Feedback cycles teach us that every project brings new hurdles—our experience making, analyzing, and applying this aldehyde means we can share more than just vials of material. We offer technical insight shaped by years of troubleshooting, countless reaction schemes, and close collaboration. It’s this direct, manufacturer-driven support that separates us in a crowded chemical landscape.
As environmental and safety regulations tighten, responsible sourcing has shifted from a buzzword to a core expectation. Our teams monitor solvent and reagent selection, adopting cleaner alternatives and reducing process waste wherever possible. Hazardous step minimization and batchwise solvent capture are reflected in our operational logs, so we can speak to the traceability and safety of each consignment. We share this information with clients needing documentation for safe handling or environmental review.
Our commitment goes further than regulatory compliance; we believe in sharing our process improvements and sustainability results as openly as we share analytical data.
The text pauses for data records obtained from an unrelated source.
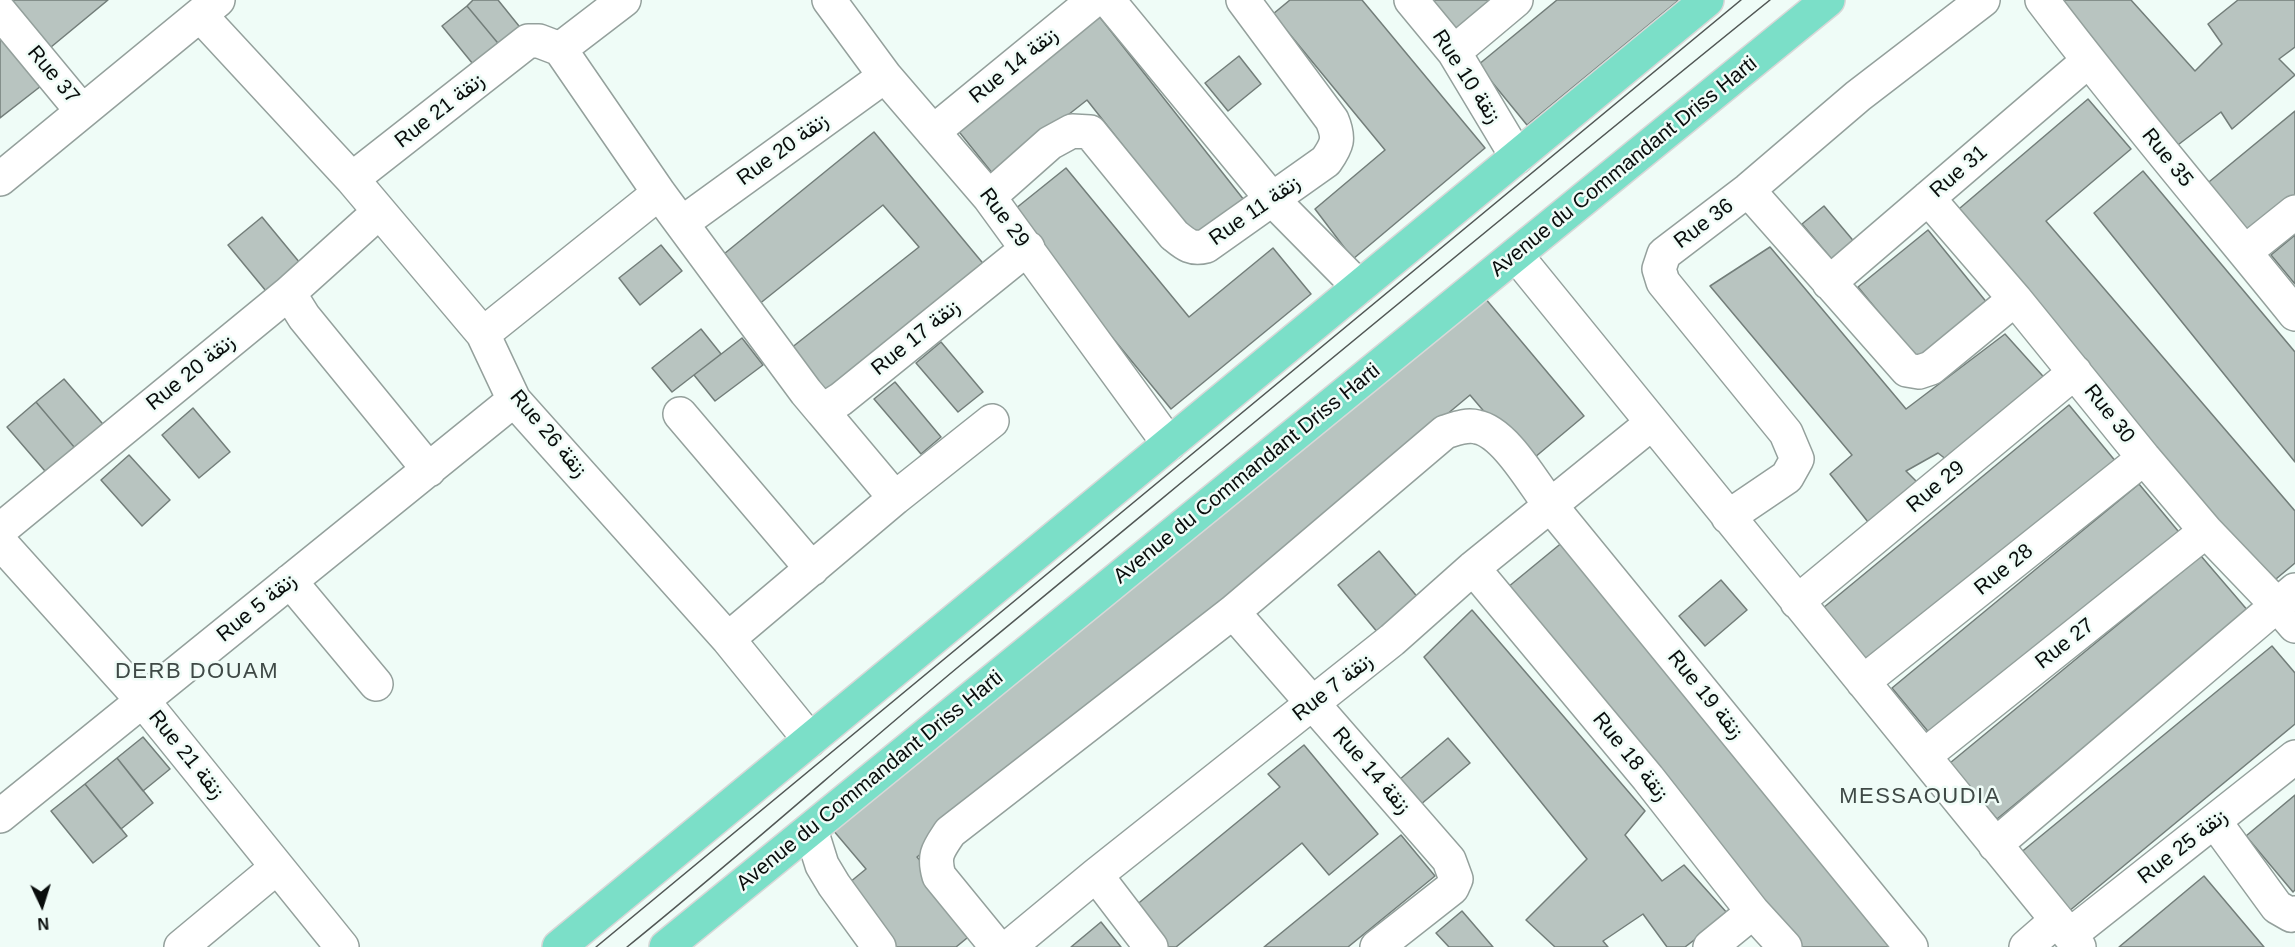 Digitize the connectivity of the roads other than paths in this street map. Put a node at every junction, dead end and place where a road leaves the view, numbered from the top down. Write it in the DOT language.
graph roads {
  1 [pos="624,0"];
  2 [pos="829,0"];
  3 [pos="1094,0"];
  4 [pos="1108,0"];
  5 [pos="1243,0"];
  6 [pos="1411,0"];
  7 [pos="1516,0"];
  8 [pos="1707,0"];
  9 [pos="1828,0"];
  10 [pos="1983,0"];
  11 [pos="2042,0"];
  12 [pos="209,8"];
  13 [pos="0,12"];
  14 [pos="560,49"];
  15 [pos="1454,51"];
  16 [pos="2088,62"];
  17 [pos="885,76"];
  18 [pos="82,111"];
  19 [pos="933,132"];
  20 [pos="1517,157"];
  21 [pos="0,179"];
  22 [pos="352,179"];
  23 [pos="1748,190"];
  24 [pos="659,194"];
  25 [pos="990,197"];
  26 [pos="1928,198"];
  27 [pos="1272,199"];
  28 [pos="2295,212"];
  29 [pos="379,213"];
  30 [pos="682,223"];
  31 [pos="1028,248"];
  32 [pos="2245,252"];
  33 [pos="1516,255"];
  34 [pos="1829,283"];
  35 [pos="1359,288"];
  36 [pos="289,293"];
  37 [pos="2015,299"];
  38 [pos="2295,314"];
  39 [pos="483,334"];
  40 [pos="2075,372"];
  41 [pos="514,400"];
  42 [pos="814,402"];
  43 [pos="680,414"];
  44 [pos="992,421"];
  45 [pos="1652,423"];
  46 [pos="1169,444"];
  47 [pos="2144,458"];
  48 [pos="429,470"];
  49 [pos="895,498"];
  50 [pos="1550,505"];
  51 [pos="1728,517"];
  52 [pos="0,530"];
  53 [pos="2206,531"];
  54 [pos="0,542"];
  55 [pos="1473,568"];
  56 [pos="812,569"];
  57 [pos="290,581"];
  58 [pos="1797,602"];
  59 [pos="2289,607"];
  60 [pos="1233,612"];
  61 [pos="728,639"];
  62 [pos="1863,682"];
  63 [pos="376,684"];
  64 [pos="143,701"];
  65 [pos="1312,704"];
  66 [pos="810,740"];
  67 [pos="1924,756"];
  68 [pos="2295,757"];
  69 [pos="0,816"];
  70 [pos="2215,822"];
  71 [pos="811,830"];
  72 [pos="1995,844"];
  73 [pos="276,868"];
  74 [pos="1096,875"];
  75 [pos="1753,912"];
  76 [pos="2295,914"];
  77 [pos="2069,934"];
  78 [pos="181,947"];
  79 [pos="342,947"];
  80 [pos="560,947"];
  81 [pos="666,947"];
  82 [pos="879,947"];
  83 [pos="997,947"];
  84 [pos="1009,947"];
  85 [pos="1151,947"];
  86 [pos="1377,947"];
  87 [pos="1710,947"];
  88 [pos="1785,947"];
  89 [pos="1911,947"];
  90 [pos="2026,947"];
  1 -- 14 [label="street"];
  2 -- 17 [label="street, Rue 29"];
  3 -- 19 [label="street, Rue 14 زنقة"];
  4 -- 27 [label="street"];
  5 -- 27 [label="street, Rue 11 زنقة"];
  6 -- 15 [label="street, Rue 10 زنقة"];
  7 -- 15 [label="street"];
  8 -- 20 [label="main road"];
  9 -- 33 [label="main road, Avenue du Commandant Driss Harti"];
  10 -- 23 [label="street"];
  11 -- 16 [label="street, Rue 35"];
  12 -- 18 [label="street"];
  12 -- 22 [label="street, Rue 26 زنقة"];
  13 -- 18 [label="street, Rue 37"];
  14 -- 22 [label="street, Rue 21 زنقة"];
  14 -- 24 [label="street"];
  15 -- 20 [label="street, Rue 10 زنقة"];
  16 -- 26 [label="street, Rue 31"];
  16 -- 32 [label="street, Rue 35"];
  17 -- 19 [label="street, Rue 29"];
  17 -- 30 [label="street, Rue 20 زنقة"];
  18 -- 21 [label="street"];
  19 -- 25 [label="street, Rue 29"];
  20 -- 35 [label="main road"];
  22 -- 29 [label="street, Rue 26 زنقة"];
  23 -- 34 [label="street, Rue 36"];
  23 -- 51 [label="street, Rue 36"];
  24 -- 30 [label="street"];
  24 -- 39 [label="street"];
  25 -- 27 [label="street, Rue 11 زنقة"];
  25 -- 31 [label="street, Rue 29"];
  26 -- 34 [label="street, Rue 31"];
  26 -- 37 [label="street, Rue 30"];
  27 -- 35 [label="street"];
  28 -- 32 [label="street"];
  29 -- 36 [label="street, Rue 20 زنقة"];
  29 -- 39 [label="street, Rue 26 زنقة"];
  30 -- 42 [label="street"];
  31 -- 42 [label="street, Rue 17 زنقة"];
  31 -- 46 [label="street, Rue 29"];
  32 -- 38 [label="street, Rue 35"];
  33 -- 45 [label="street"];
  33 -- 71 [label="main road, Avenue du Commandant Driss Harti"];
  34 -- 37 [label="street, Rue 36"];
  35 -- 46 [label="main road"];
  36 -- 48 [label="street"];
  36 -- 52 [label="street, Rue 20 زنقة"];
  37 -- 40 [label="street, Rue 30"];
  39 -- 41 [label="street, Rue 26 زنقة"];
  40 -- 47 [label="street, Rue 30"];
  40 -- 58 [label="street, Rue 29"];
  41 -- 48 [label="street, Rue 5 زنقة"];
  41 -- 61 [label="street, Rue 26 زنقة"];
  42 -- 49 [label="street"];
  43 -- 56 [label="street"];
  44 -- 49 [label="street"];
  45 -- 50 [label="street, Rue 7 زنقة"];
  45 -- 51 [label="street"];
  46 -- 66 [label="main road"];
  47 -- 53 [label="street, Rue 30"];
  47 -- 62 [label="street, Rue 28"];
  48 -- 57 [label="street, Rue 5 زنقة"];
  49 -- 56 [label="street"];
  50 -- 55 [label="street, Rue 7 زنقة"];
  50 -- 60 [label="street, Rue 19 زنقة"];
  50 -- 89 [label="street, Rue 19 زنقة"];
  51 -- 58 [label="street"];
  53 -- 59 [label="street, Rue 30"];
  53 -- 67 [label="street, Rue 27"];
  54 -- 64 [label="street, Rue 21 زنقة"];
  55 -- 65 [label="street, Rue 7 زنقة"];
  55 -- 75 [label="street, Rue 18 زنقة"];
  56 -- 61 [label="street"];
  57 -- 63 [label="street"];
  57 -- 64 [label="street, Rue 5 زنقة"];
  58 -- 62 [label="street"];
  59 -- 72 [label="street"];
  60 -- 65 [label="street, Rue 14 زنقة"];
  60 -- 83 [label="street"];
  61 -- 66 [label="street, Rue 26 زنقة"];
  62 -- 67 [label="street"];
  64 -- 69 [label="street, Rue 5 زنقة"];
  64 -- 73 [label="street, Rue 21 زنقة"];
  65 -- 74 [label="street, Rue 7 زنقة"];
  65 -- 86 [label="street, Rue 14 زنقة"];
  66 -- 80 [label="main road"];
  67 -- 72 [label="street"];
  68 -- 70 [label="street, Rue 25 زنقة"];
  70 -- 76 [label="street"];
  70 -- 77 [label="street, Rue 25 زنقة"];
  71 -- 81 [label="main road, Avenue du Commandant Driss Harti"];
  71 -- 82 [label="street"];
  72 -- 77 [label="street"];
  73 -- 78 [label="street"];
  73 -- 79 [label="street, Rue 21 زنقة"];
  74 -- 84 [label="street, Rue 7 زنقة"];
  74 -- 85 [label="street"];
  75 -- 87 [label="street"];
  75 -- 88 [label="street, Rue 18 زنقة"];
  77 -- 90 [label="street"];
}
Many clients value this up-front clarity—especially industries facing increasing documentation and trace-chemical scrutiny.
Every project deserves real support behind each building block. Our work making and perfecting 3-methylimidazo[1,5-a]pyridine-1-carbaldehyde connects us with other researchers based on shared challenges, hands-on science, and mutual respect. As the demand for reliable starting materials grows, and as complexity in synthetic chemistry keeps advancing, our focus stays on human expertise and direct, trustworthy service.
If you share the same dedication to real, clean chemistry, or if you’ve fought with off-batch intermediates and slow support in the past, our doors—and our data—are open. Direct experience, not just scale, makes for the best chemical partnerships. Our record gets written in every successful research milestone our clients reach, not just in certificates or documentation. We take pride in making every new project a little easier down the line, starting from that very first gram of 3-methylimidazo[1,5-a]pyridine-1-carbaldehyde.